──────── Task inputs ────────

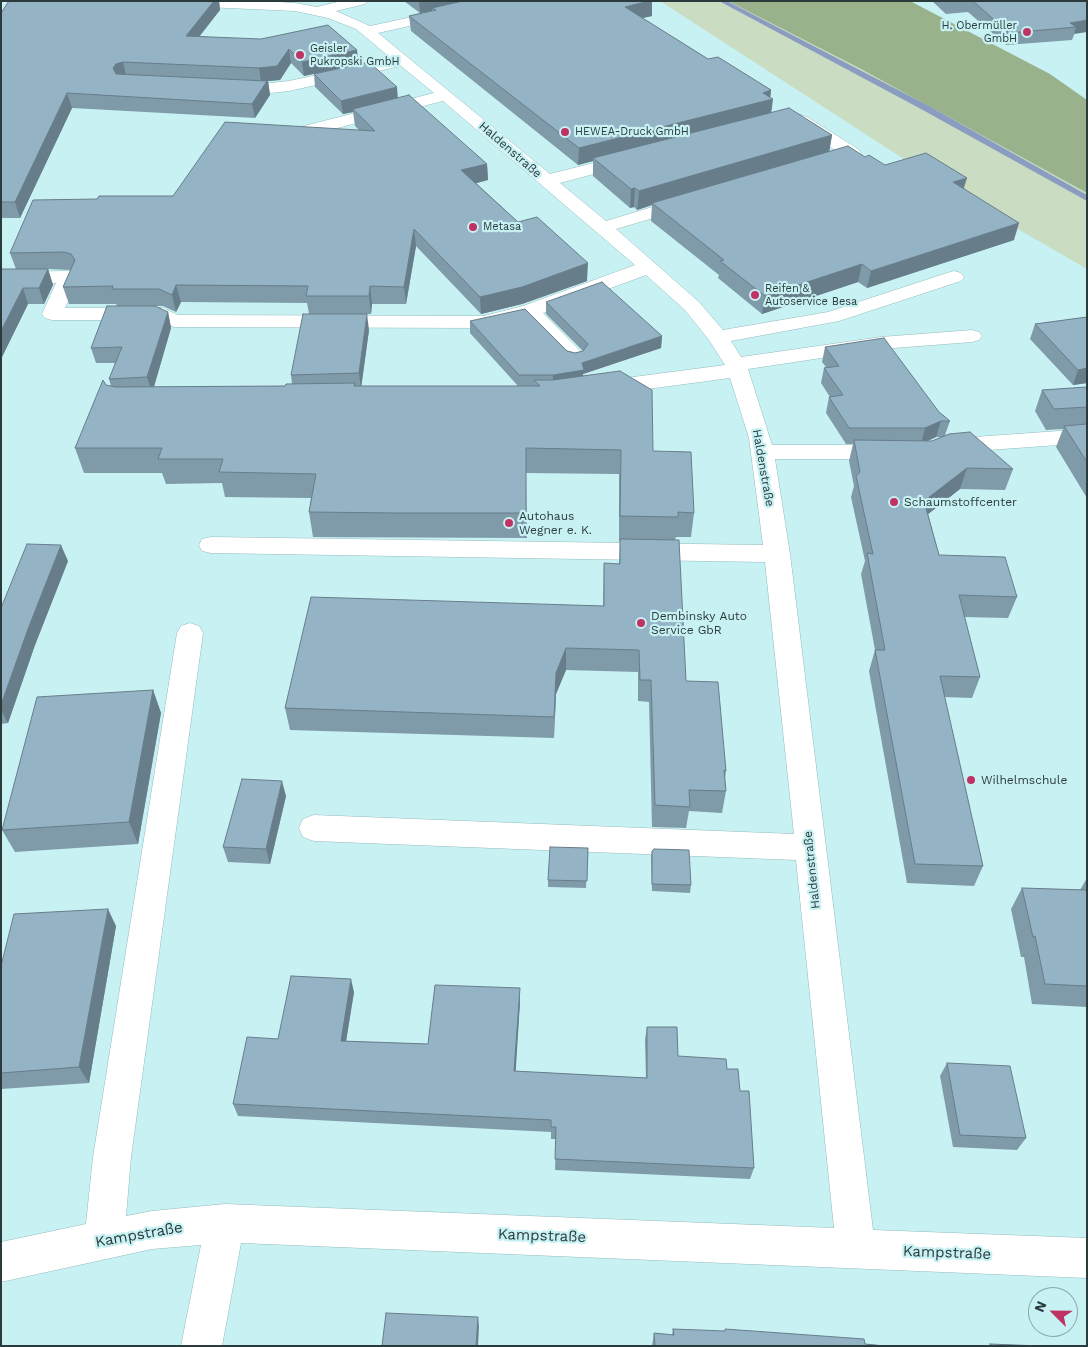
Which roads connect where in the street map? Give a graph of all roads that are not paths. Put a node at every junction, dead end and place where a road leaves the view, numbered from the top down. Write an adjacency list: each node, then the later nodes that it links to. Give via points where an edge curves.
1 (161, 1): 3 (street, Haldenstraße)
2 (360, 1): 4 (street)
3 (255, 3): 4 (street, Haldenstraße)
4 (310, 7): 6 (street, Haldenstraße)
5 (457, 12): 6 (street)
6 (366, 31): 7 (street, Haldenstraße)
7 (403, 61): 8 (street, via 289,86 261,89); 9 (street, Haldenstraße)
8 (222, 87)
9 (446, 95): 11 (street); 14 (street, Haldenstraße)
10 (785, 118): 13 (street, via 794,116 852,153)
11 (306, 131)
12 (642, 156): 14 (street)
13 (813, 165)
14 (546, 181): 16 (street, Haldenstraße)
15 (702, 198): 16 (street)
16 (601, 228): 17 (street, Haldenstraße)
17 (649, 267): 20 (street); 22 (street, Haldenstraße, via 692,306)
18 (954, 277): 22 (street, via 832,317)
19 (1, 278): 20 (street, via 69,277 52,314 163,314 174,321 484,322)
20 (530, 311): 23 (street)
21 (972, 336): 24 (street, via 881,343)
22 (718, 337): 24 (street, Haldenstraße)
23 (575, 358)
24 (736, 367): 25 (street); 27 (street, Haldenstraße)
25 (582, 391)
26 (1087, 436): 27 (street, via 937,446 917,453)
27 (762, 452): 29 (street, Haldenstraße)
28 (211, 545): 29 (street)
29 (776, 554): 32 (street, Haldenstraße)
30 (190, 633): 34 (street, via 112,1157)
31 (314, 828): 32 (street)
32 (810, 848): 35 (street, Haldenstraße)
33 (225, 1223): 34 (street, Kampstraße, via 152,1230); 35 (street, Kampstraße); 38 (street)
34 (104, 1241): 37 (street, Kampstraße)
35 (856, 1249): 36 (street, Kampstraße)
36 (1087, 1258)
37 (1, 1262)
38 (201, 1346)

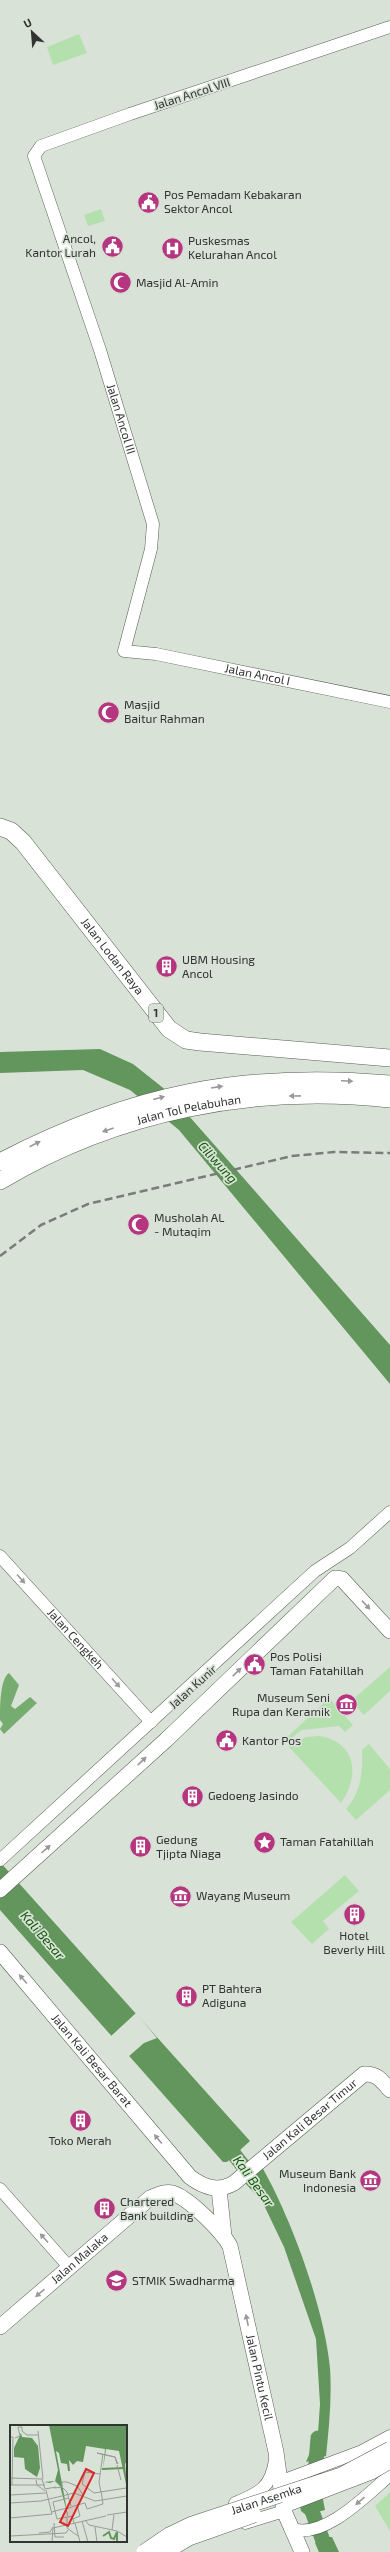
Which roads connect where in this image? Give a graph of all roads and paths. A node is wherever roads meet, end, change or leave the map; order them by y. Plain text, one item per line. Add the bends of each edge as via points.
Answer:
1 (390, 26) edge
2 (45, 191) joint
3 (124, 651) joint
4 (390, 702) edge
5 (0, 827) edge
6 (390, 1058) edge
7 (390, 1084) edge
8 (390, 1099) edge
9 (0, 1162) edge
10 (0, 1181) edge
11 (390, 1512) edge
12 (390, 1516) edge
13 (0, 1556) edge
14 (390, 1631) edge
15 (151, 1722) junction
16 (1, 1860) edge
17 (0, 1890) edge
18 (0, 1952) edge
19 (390, 2090) edge
20 (219, 2189) junction
21 (0, 2190) edge
22 (161, 2193) joint
23 (224, 2236) junction
24 (70, 2268) junction
25 (0, 2328) edge
26 (390, 2436) edge
27 (390, 2449) edge
28 (362, 2451) junction
29 (276, 2452) junction
30 (390, 2461) edge
31 (390, 2475) edge
32 (279, 2482) junction
33 (378, 2485) junction
34 (284, 2511) junction
35 (290, 2528) junction
36 (147, 2550) edge
37 (165, 2552) edge
38 (178, 2552) edge
39 (302, 2552) edge

1 - 2 street, Jalan Ancol VIII via 41,146 34,156
2 - 3 street, Jalan Ancol III via 100,350 153,524 151,549
3 - 4 street, Jalan Ancol I via 156,654
5 - 6 highway, Jalan Lodan Raya / 1 via 10,831 22,842 140,993 169,1029 177,1035 200,1042
9 -> 7 highway, Jalan Tol Pelabuhan via 81,1123 179,1093 269,1082 336,1081
8 -> 10 highway, Jalan Tol Pelabuhan via 289,1096 236,1100 185,1108 95,1134 48,1154
11 - 15 street, Jalan Kunir via 350,1548 315,1571
12 - 16 street, Jalan Kunir via 352,1550 314,1578
13 -> 15 street, Jalan Cengkeh
17 -> 14 main road, Jalan Kunir via 168,1737 335,1578 342,1579
15 - 16 street, Jalan Kunir
20 -> 18 main road, Jalan Kali Besar Barat via 198,2183 183,2169
19 - 20 main road, Jalan Kali Besar Timur via 371,2073 357,2078 234,2183
20 - 23 main road
24 -> 21 street
22 - 23 main road, Jalan Pintu Kecil via 173,2193
22 - 24 main road, Jalan Malaka via 150,2198
29 -> 23 main road, Jalan Pintu Kecil via 230,2246
24 -> 25 main road, Jalan Malaka
26 - 28 street, Jalan Asemka
27 - 36 main road, Jalan Asemka, bridge via 341,2475 192,2524
28 - 32 street, Jalan Asemka
28 - 33 street
29 - 32 main road, Jalan Pintu Kecil
29 - 36 street via 273,2474 264,2489 185,2524
30 - 37 main road, Jalan Asemka, bridge via 371,2472 325,2491 190,2538
31 - 33 street
32 - 34 main road, Jalan Pintu Kecil
33 -> 35 street via 337,2520 309,2528
34 - 35 main road, Jalan Pintu Kecil
34 - 38 street via 224,2531
35 - 39 main road, Jalan Pintu Kecil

────────

Try it: Once the pictures are removed, copy the listing exactly.

Finished task:
Which roads connect where in the street map? Give a graph of all roads that are not paths. Put a node at every junction, dead end and place where a road leaves the view, numbered from the top down. Write an adjacency list: each node, then the later nodes that it links to. Give via points where an edge curves.
1 (161, 1): 3 (street, Haldenstraße)
2 (360, 1): 4 (street)
3 (255, 3): 4 (street, Haldenstraße)
4 (310, 7): 6 (street, Haldenstraße)
5 (457, 12): 6 (street)
6 (366, 31): 7 (street, Haldenstraße)
7 (403, 61): 8 (street, via 289,86 261,89); 9 (street, Haldenstraße)
8 (222, 87)
9 (446, 95): 11 (street); 14 (street, Haldenstraße)
10 (785, 118): 13 (street, via 794,116 852,153)
11 (306, 131)
12 (642, 156): 14 (street)
13 (813, 165)
14 (546, 181): 16 (street, Haldenstraße)
15 (702, 198): 16 (street)
16 (601, 228): 17 (street, Haldenstraße)
17 (649, 267): 20 (street); 22 (street, Haldenstraße, via 692,306)
18 (954, 277): 22 (street, via 832,317)
19 (1, 278): 20 (street, via 69,277 52,314 163,314 174,321 484,322)
20 (530, 311): 23 (street)
21 (972, 336): 24 (street, via 881,343)
22 (718, 337): 24 (street, Haldenstraße)
23 (575, 358)
24 (736, 367): 25 (street); 27 (street, Haldenstraße)
25 (582, 391)
26 (1087, 436): 27 (street, via 937,446 917,453)
27 (762, 452): 29 (street, Haldenstraße)
28 (211, 545): 29 (street)
29 (776, 554): 32 (street, Haldenstraße)
30 (190, 633): 34 (street, via 112,1157)
31 (314, 828): 32 (street)
32 (810, 848): 35 (street, Haldenstraße)
33 (225, 1223): 34 (street, Kampstraße, via 152,1230); 35 (street, Kampstraße); 38 (street)
34 (104, 1241): 37 (street, Kampstraße)
35 (856, 1249): 36 (street, Kampstraße)
36 (1087, 1258)
37 (1, 1262)
38 (201, 1346)

Which roads connect where in this image? Give a graph of all roads and paths. A node is wherever roads meet, end, change or leave the map; order them by y. Plain text, one item per line. Add the bends of each edge as via points.
Answer:
1 (390, 26) edge
2 (45, 191) joint
3 (124, 651) joint
4 (390, 702) edge
5 (0, 827) edge
6 (390, 1058) edge
7 (390, 1084) edge
8 (390, 1099) edge
9 (0, 1162) edge
10 (0, 1181) edge
11 (390, 1512) edge
12 (390, 1516) edge
13 (0, 1556) edge
14 (390, 1631) edge
15 (151, 1722) junction
16 (1, 1860) edge
17 (0, 1890) edge
18 (0, 1952) edge
19 (390, 2090) edge
20 (219, 2189) junction
21 (0, 2190) edge
22 (161, 2193) joint
23 (224, 2236) junction
24 (70, 2268) junction
25 (0, 2328) edge
26 (390, 2436) edge
27 (390, 2449) edge
28 (362, 2451) junction
29 (276, 2452) junction
30 (390, 2461) edge
31 (390, 2475) edge
32 (279, 2482) junction
33 (378, 2485) junction
34 (284, 2511) junction
35 (290, 2528) junction
36 (147, 2550) edge
37 (165, 2552) edge
38 (178, 2552) edge
39 (302, 2552) edge

1 - 2 street, Jalan Ancol VIII via 41,146 34,156
2 - 3 street, Jalan Ancol III via 100,350 153,524 151,549
3 - 4 street, Jalan Ancol I via 156,654
5 - 6 highway, Jalan Lodan Raya / 1 via 10,831 22,842 140,993 169,1029 177,1035 200,1042
9 -> 7 highway, Jalan Tol Pelabuhan via 81,1123 179,1093 269,1082 336,1081
8 -> 10 highway, Jalan Tol Pelabuhan via 289,1096 236,1100 185,1108 95,1134 48,1154
11 - 15 street, Jalan Kunir via 350,1548 315,1571
12 - 16 street, Jalan Kunir via 352,1550 314,1578
13 -> 15 street, Jalan Cengkeh
17 -> 14 main road, Jalan Kunir via 168,1737 335,1578 342,1579
15 - 16 street, Jalan Kunir
20 -> 18 main road, Jalan Kali Besar Barat via 198,2183 183,2169
19 - 20 main road, Jalan Kali Besar Timur via 371,2073 357,2078 234,2183
20 - 23 main road
24 -> 21 street
22 - 23 main road, Jalan Pintu Kecil via 173,2193
22 - 24 main road, Jalan Malaka via 150,2198
29 -> 23 main road, Jalan Pintu Kecil via 230,2246
24 -> 25 main road, Jalan Malaka
26 - 28 street, Jalan Asemka
27 - 36 main road, Jalan Asemka, bridge via 341,2475 192,2524
28 - 32 street, Jalan Asemka
28 - 33 street
29 - 32 main road, Jalan Pintu Kecil
29 - 36 street via 273,2474 264,2489 185,2524
30 - 37 main road, Jalan Asemka, bridge via 371,2472 325,2491 190,2538
31 - 33 street
32 - 34 main road, Jalan Pintu Kecil
33 -> 35 street via 337,2520 309,2528
34 - 35 main road, Jalan Pintu Kecil
34 - 38 street via 224,2531
35 - 39 main road, Jalan Pintu Kecil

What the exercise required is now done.